● Aim of the task: Each of the lines below must be retyped character for character.

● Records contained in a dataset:
======

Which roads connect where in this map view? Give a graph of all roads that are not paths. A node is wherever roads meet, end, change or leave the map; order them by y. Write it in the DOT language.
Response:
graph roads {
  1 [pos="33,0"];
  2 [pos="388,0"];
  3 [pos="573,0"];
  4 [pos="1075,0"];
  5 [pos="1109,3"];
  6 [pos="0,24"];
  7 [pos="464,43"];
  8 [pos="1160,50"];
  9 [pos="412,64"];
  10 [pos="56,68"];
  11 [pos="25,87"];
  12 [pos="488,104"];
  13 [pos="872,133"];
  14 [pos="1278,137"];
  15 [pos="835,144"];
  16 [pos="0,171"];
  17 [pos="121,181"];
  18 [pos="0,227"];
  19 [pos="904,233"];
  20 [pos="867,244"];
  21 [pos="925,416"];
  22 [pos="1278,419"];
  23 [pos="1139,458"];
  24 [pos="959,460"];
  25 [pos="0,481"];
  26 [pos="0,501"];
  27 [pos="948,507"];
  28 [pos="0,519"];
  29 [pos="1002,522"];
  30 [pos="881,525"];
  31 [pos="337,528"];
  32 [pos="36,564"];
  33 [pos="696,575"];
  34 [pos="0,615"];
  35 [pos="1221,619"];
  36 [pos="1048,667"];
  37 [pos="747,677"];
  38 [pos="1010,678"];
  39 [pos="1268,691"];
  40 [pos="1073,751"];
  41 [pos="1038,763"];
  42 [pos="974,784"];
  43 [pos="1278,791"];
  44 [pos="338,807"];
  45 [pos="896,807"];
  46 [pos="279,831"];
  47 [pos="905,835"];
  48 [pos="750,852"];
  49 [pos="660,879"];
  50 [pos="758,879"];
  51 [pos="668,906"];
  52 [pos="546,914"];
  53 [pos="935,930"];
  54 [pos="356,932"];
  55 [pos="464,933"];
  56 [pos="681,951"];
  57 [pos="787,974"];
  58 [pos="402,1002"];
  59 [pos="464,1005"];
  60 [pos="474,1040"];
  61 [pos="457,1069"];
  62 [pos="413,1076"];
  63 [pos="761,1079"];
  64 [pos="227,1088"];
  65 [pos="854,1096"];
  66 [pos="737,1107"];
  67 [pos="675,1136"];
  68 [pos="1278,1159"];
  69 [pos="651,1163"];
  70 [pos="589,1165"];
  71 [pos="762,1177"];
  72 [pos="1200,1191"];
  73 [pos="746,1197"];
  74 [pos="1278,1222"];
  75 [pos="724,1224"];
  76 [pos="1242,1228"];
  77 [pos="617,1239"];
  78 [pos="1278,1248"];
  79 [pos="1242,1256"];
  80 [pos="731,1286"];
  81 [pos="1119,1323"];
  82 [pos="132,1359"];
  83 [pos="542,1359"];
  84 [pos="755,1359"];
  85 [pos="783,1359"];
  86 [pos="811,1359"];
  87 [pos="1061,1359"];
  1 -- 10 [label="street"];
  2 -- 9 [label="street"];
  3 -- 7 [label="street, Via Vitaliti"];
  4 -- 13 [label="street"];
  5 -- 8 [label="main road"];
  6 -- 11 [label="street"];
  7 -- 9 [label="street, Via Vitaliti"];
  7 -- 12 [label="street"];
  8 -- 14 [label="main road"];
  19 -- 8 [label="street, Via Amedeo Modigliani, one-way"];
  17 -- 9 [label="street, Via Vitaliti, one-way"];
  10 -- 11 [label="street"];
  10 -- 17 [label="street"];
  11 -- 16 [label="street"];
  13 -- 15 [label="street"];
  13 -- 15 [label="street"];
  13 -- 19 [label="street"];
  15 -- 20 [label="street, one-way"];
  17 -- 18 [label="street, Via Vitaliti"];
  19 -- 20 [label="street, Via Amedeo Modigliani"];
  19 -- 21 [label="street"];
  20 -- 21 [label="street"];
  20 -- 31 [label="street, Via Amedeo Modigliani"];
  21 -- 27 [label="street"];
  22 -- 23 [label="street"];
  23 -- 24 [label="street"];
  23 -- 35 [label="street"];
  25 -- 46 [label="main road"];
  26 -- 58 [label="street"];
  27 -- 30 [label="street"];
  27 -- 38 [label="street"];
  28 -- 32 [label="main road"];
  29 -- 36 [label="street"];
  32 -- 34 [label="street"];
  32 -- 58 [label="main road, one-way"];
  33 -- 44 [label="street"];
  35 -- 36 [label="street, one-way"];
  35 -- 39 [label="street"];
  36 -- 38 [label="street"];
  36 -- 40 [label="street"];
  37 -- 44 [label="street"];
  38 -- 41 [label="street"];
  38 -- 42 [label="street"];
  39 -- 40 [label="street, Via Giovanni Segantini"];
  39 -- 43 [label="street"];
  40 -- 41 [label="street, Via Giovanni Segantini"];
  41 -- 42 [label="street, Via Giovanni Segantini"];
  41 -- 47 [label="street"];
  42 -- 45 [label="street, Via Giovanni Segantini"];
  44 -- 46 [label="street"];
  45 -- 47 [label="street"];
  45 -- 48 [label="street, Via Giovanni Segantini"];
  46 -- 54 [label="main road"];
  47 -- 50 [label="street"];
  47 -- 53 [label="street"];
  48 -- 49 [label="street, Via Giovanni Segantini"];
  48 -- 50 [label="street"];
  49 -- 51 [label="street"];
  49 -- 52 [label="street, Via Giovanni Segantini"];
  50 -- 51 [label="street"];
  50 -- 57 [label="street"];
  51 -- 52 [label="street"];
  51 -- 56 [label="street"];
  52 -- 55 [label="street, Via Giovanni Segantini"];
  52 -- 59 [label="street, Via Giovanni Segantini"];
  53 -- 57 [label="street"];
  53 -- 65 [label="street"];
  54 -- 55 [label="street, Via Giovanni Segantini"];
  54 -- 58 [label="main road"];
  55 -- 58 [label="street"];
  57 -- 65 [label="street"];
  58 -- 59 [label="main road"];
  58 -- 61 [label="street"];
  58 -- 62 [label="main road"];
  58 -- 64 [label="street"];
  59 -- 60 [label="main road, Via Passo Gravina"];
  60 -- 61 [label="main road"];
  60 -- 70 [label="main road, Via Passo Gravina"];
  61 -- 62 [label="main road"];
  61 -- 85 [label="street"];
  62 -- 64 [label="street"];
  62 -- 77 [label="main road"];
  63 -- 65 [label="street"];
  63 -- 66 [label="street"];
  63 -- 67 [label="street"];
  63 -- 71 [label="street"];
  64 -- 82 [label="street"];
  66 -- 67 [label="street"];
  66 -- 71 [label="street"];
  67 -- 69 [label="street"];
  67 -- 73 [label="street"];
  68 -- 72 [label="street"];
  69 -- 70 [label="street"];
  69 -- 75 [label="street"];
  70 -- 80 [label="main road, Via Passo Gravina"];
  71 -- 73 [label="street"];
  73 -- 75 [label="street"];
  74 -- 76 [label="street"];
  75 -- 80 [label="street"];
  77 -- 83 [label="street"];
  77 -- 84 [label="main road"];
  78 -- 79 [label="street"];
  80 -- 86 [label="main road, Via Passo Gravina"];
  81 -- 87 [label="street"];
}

======

● Written solution:
Which roads connect where in this map view? Give a graph of all roads that are not paths. A node is wherever roads meet, end, change or leave the map; order them by y. Write it in the DOT language.
Response:
graph roads {
  1 [pos="33,0"];
  2 [pos="388,0"];
  3 [pos="573,0"];
  4 [pos="1075,0"];
  5 [pos="1109,3"];
  6 [pos="0,24"];
  7 [pos="464,43"];
  8 [pos="1160,50"];
  9 [pos="412,64"];
  10 [pos="56,68"];
  11 [pos="25,87"];
  12 [pos="488,104"];
  13 [pos="872,133"];
  14 [pos="1278,137"];
  15 [pos="835,144"];
  16 [pos="0,171"];
  17 [pos="121,181"];
  18 [pos="0,227"];
  19 [pos="904,233"];
  20 [pos="867,244"];
  21 [pos="925,416"];
  22 [pos="1278,419"];
  23 [pos="1139,458"];
  24 [pos="959,460"];
  25 [pos="0,481"];
  26 [pos="0,501"];
  27 [pos="948,507"];
  28 [pos="0,519"];
  29 [pos="1002,522"];
  30 [pos="881,525"];
  31 [pos="337,528"];
  32 [pos="36,564"];
  33 [pos="696,575"];
  34 [pos="0,615"];
  35 [pos="1221,619"];
  36 [pos="1048,667"];
  37 [pos="747,677"];
  38 [pos="1010,678"];
  39 [pos="1268,691"];
  40 [pos="1073,751"];
  41 [pos="1038,763"];
  42 [pos="974,784"];
  43 [pos="1278,791"];
  44 [pos="338,807"];
  45 [pos="896,807"];
  46 [pos="279,831"];
  47 [pos="905,835"];
  48 [pos="750,852"];
  49 [pos="660,879"];
  50 [pos="758,879"];
  51 [pos="668,906"];
  52 [pos="546,914"];
  53 [pos="935,930"];
  54 [pos="356,932"];
  55 [pos="464,933"];
  56 [pos="681,951"];
  57 [pos="787,974"];
  58 [pos="402,1002"];
  59 [pos="464,1005"];
  60 [pos="474,1040"];
  61 [pos="457,1069"];
  62 [pos="413,1076"];
  63 [pos="761,1079"];
  64 [pos="227,1088"];
  65 [pos="854,1096"];
  66 [pos="737,1107"];
  67 [pos="675,1136"];
  68 [pos="1278,1159"];
  69 [pos="651,1163"];
  70 [pos="589,1165"];
  71 [pos="762,1177"];
  72 [pos="1200,1191"];
  73 [pos="746,1197"];
  74 [pos="1278,1222"];
  75 [pos="724,1224"];
  76 [pos="1242,1228"];
  77 [pos="617,1239"];
  78 [pos="1278,1248"];
  79 [pos="1242,1256"];
  80 [pos="731,1286"];
  81 [pos="1119,1323"];
  82 [pos="132,1359"];
  83 [pos="542,1359"];
  84 [pos="755,1359"];
  85 [pos="783,1359"];
  86 [pos="811,1359"];
  87 [pos="1061,1359"];
  1 -- 10 [label="street"];
  2 -- 9 [label="street"];
  3 -- 7 [label="street, Via Vitaliti"];
  4 -- 13 [label="street"];
  5 -- 8 [label="main road"];
  6 -- 11 [label="street"];
  7 -- 9 [label="street, Via Vitaliti"];
  7 -- 12 [label="street"];
  8 -- 14 [label="main road"];
  19 -- 8 [label="street, Via Amedeo Modigliani, one-way"];
  17 -- 9 [label="street, Via Vitaliti, one-way"];
  10 -- 11 [label="street"];
  10 -- 17 [label="street"];
  11 -- 16 [label="street"];
  13 -- 15 [label="street"];
  13 -- 15 [label="street"];
  13 -- 19 [label="street"];
  15 -- 20 [label="street, one-way"];
  17 -- 18 [label="street, Via Vitaliti"];
  19 -- 20 [label="street, Via Amedeo Modigliani"];
  19 -- 21 [label="street"];
  20 -- 21 [label="street"];
  20 -- 31 [label="street, Via Amedeo Modigliani"];
  21 -- 27 [label="street"];
  22 -- 23 [label="street"];
  23 -- 24 [label="street"];
  23 -- 35 [label="street"];
  25 -- 46 [label="main road"];
  26 -- 58 [label="street"];
  27 -- 30 [label="street"];
  27 -- 38 [label="street"];
  28 -- 32 [label="main road"];
  29 -- 36 [label="street"];
  32 -- 34 [label="street"];
  32 -- 58 [label="main road, one-way"];
  33 -- 44 [label="street"];
  35 -- 36 [label="street, one-way"];
  35 -- 39 [label="street"];
  36 -- 38 [label="street"];
  36 -- 40 [label="street"];
  37 -- 44 [label="street"];
  38 -- 41 [label="street"];
  38 -- 42 [label="street"];
  39 -- 40 [label="street, Via Giovanni Segantini"];
  39 -- 43 [label="street"];
  40 -- 41 [label="street, Via Giovanni Segantini"];
  41 -- 42 [label="street, Via Giovanni Segantini"];
  41 -- 47 [label="street"];
  42 -- 45 [label="street, Via Giovanni Segantini"];
  44 -- 46 [label="street"];
  45 -- 47 [label="street"];
  45 -- 48 [label="street, Via Giovanni Segantini"];
  46 -- 54 [label="main road"];
  47 -- 50 [label="street"];
  47 -- 53 [label="street"];
  48 -- 49 [label="street, Via Giovanni Segantini"];
  48 -- 50 [label="street"];
  49 -- 51 [label="street"];
  49 -- 52 [label="street, Via Giovanni Segantini"];
  50 -- 51 [label="street"];
  50 -- 57 [label="street"];
  51 -- 52 [label="street"];
  51 -- 56 [label="street"];
  52 -- 55 [label="street, Via Giovanni Segantini"];
  52 -- 59 [label="street, Via Giovanni Segantini"];
  53 -- 57 [label="street"];
  53 -- 65 [label="street"];
  54 -- 55 [label="street, Via Giovanni Segantini"];
  54 -- 58 [label="main road"];
  55 -- 58 [label="street"];
  57 -- 65 [label="street"];
  58 -- 59 [label="main road"];
  58 -- 61 [label="street"];
  58 -- 62 [label="main road"];
  58 -- 64 [label="street"];
  59 -- 60 [label="main road, Via Passo Gravina"];
  60 -- 61 [label="main road"];
  60 -- 70 [label="main road, Via Passo Gravina"];
  61 -- 62 [label="main road"];
  61 -- 85 [label="street"];
  62 -- 64 [label="street"];
  62 -- 77 [label="main road"];
  63 -- 65 [label="street"];
  63 -- 66 [label="street"];
  63 -- 67 [label="street"];
  63 -- 71 [label="street"];
  64 -- 82 [label="street"];
  66 -- 67 [label="street"];
  66 -- 71 [label="street"];
  67 -- 69 [label="street"];
  67 -- 73 [label="street"];
  68 -- 72 [label="street"];
  69 -- 70 [label="street"];
  69 -- 75 [label="street"];
  70 -- 80 [label="main road, Via Passo Gravina"];
  71 -- 73 [label="street"];
  73 -- 75 [label="street"];
  74 -- 76 [label="street"];
  75 -- 80 [label="street"];
  77 -- 83 [label="street"];
  77 -- 84 [label="main road"];
  78 -- 79 [label="street"];
  80 -- 86 [label="main road, Via Passo Gravina"];
  81 -- 87 [label="street"];
}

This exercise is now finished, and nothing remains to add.